[Provided data]

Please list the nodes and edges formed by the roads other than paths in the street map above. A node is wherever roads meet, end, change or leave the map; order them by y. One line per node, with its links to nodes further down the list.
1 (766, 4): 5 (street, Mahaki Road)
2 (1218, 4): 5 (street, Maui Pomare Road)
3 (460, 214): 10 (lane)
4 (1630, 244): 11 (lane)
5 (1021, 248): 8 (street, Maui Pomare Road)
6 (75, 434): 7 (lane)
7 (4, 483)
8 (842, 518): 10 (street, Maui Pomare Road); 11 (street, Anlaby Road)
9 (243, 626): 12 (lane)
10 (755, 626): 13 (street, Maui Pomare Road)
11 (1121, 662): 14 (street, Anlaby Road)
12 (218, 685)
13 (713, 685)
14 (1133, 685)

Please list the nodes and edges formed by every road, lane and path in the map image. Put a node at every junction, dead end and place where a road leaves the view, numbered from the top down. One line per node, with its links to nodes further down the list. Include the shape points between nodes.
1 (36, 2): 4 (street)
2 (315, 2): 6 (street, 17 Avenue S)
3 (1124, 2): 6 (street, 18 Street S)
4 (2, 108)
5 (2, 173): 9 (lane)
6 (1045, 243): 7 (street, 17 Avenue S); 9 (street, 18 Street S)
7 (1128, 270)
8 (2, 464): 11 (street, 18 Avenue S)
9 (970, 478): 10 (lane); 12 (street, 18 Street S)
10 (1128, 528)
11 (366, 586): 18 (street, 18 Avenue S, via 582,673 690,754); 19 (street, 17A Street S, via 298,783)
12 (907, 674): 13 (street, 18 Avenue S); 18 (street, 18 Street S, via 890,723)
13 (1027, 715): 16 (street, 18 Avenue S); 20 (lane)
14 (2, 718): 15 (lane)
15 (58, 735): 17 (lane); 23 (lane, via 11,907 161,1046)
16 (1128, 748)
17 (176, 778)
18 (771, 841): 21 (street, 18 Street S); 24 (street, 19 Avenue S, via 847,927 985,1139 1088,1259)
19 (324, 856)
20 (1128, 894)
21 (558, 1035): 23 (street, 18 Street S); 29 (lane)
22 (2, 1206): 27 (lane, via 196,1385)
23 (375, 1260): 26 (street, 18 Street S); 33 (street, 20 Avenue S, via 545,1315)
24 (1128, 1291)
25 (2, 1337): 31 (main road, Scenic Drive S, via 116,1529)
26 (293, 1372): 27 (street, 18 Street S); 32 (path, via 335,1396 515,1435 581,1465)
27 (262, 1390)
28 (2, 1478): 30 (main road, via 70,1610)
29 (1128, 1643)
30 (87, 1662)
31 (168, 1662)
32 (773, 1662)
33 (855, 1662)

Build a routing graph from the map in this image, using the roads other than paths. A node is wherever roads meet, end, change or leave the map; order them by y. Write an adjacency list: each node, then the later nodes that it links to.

[/Provided data]

• **What the task asks**
Please reproduce all of the records exactly as they stand.

• **Task response**
Please list the nodes and edges formed by the roads other than paths in the street map above. A node is wherever roads meet, end, change or leave the map; order them by y. One line per node, with its links to nodes further down the list.
1 (766, 4): 5 (street, Mahaki Road)
2 (1218, 4): 5 (street, Maui Pomare Road)
3 (460, 214): 10 (lane)
4 (1630, 244): 11 (lane)
5 (1021, 248): 8 (street, Maui Pomare Road)
6 (75, 434): 7 (lane)
7 (4, 483)
8 (842, 518): 10 (street, Maui Pomare Road); 11 (street, Anlaby Road)
9 (243, 626): 12 (lane)
10 (755, 626): 13 (street, Maui Pomare Road)
11 (1121, 662): 14 (street, Anlaby Road)
12 (218, 685)
13 (713, 685)
14 (1133, 685)

Please list the nodes and edges formed by every road, lane and path in the map image. Put a node at every junction, dead end and place where a road leaves the view, numbered from the top down. One line per node, with its links to nodes further down the list. Include the shape points between nodes.
1 (36, 2): 4 (street)
2 (315, 2): 6 (street, 17 Avenue S)
3 (1124, 2): 6 (street, 18 Street S)
4 (2, 108)
5 (2, 173): 9 (lane)
6 (1045, 243): 7 (street, 17 Avenue S); 9 (street, 18 Street S)
7 (1128, 270)
8 (2, 464): 11 (street, 18 Avenue S)
9 (970, 478): 10 (lane); 12 (street, 18 Street S)
10 (1128, 528)
11 (366, 586): 18 (street, 18 Avenue S, via 582,673 690,754); 19 (street, 17A Street S, via 298,783)
12 (907, 674): 13 (street, 18 Avenue S); 18 (street, 18 Street S, via 890,723)
13 (1027, 715): 16 (street, 18 Avenue S); 20 (lane)
14 (2, 718): 15 (lane)
15 (58, 735): 17 (lane); 23 (lane, via 11,907 161,1046)
16 (1128, 748)
17 (176, 778)
18 (771, 841): 21 (street, 18 Street S); 24 (street, 19 Avenue S, via 847,927 985,1139 1088,1259)
19 (324, 856)
20 (1128, 894)
21 (558, 1035): 23 (street, 18 Street S); 29 (lane)
22 (2, 1206): 27 (lane, via 196,1385)
23 (375, 1260): 26 (street, 18 Street S); 33 (street, 20 Avenue S, via 545,1315)
24 (1128, 1291)
25 (2, 1337): 31 (main road, Scenic Drive S, via 116,1529)
26 (293, 1372): 27 (street, 18 Street S); 32 (path, via 335,1396 515,1435 581,1465)
27 (262, 1390)
28 (2, 1478): 30 (main road, via 70,1610)
29 (1128, 1643)
30 (87, 1662)
31 (168, 1662)
32 (773, 1662)
33 (855, 1662)

Build a routing graph from the map in this image, using the roads other than paths. A node is wherever roads meet, end, change or leave the map; order them by y. Write an adjacency list: each node, then the later nodes that it links to.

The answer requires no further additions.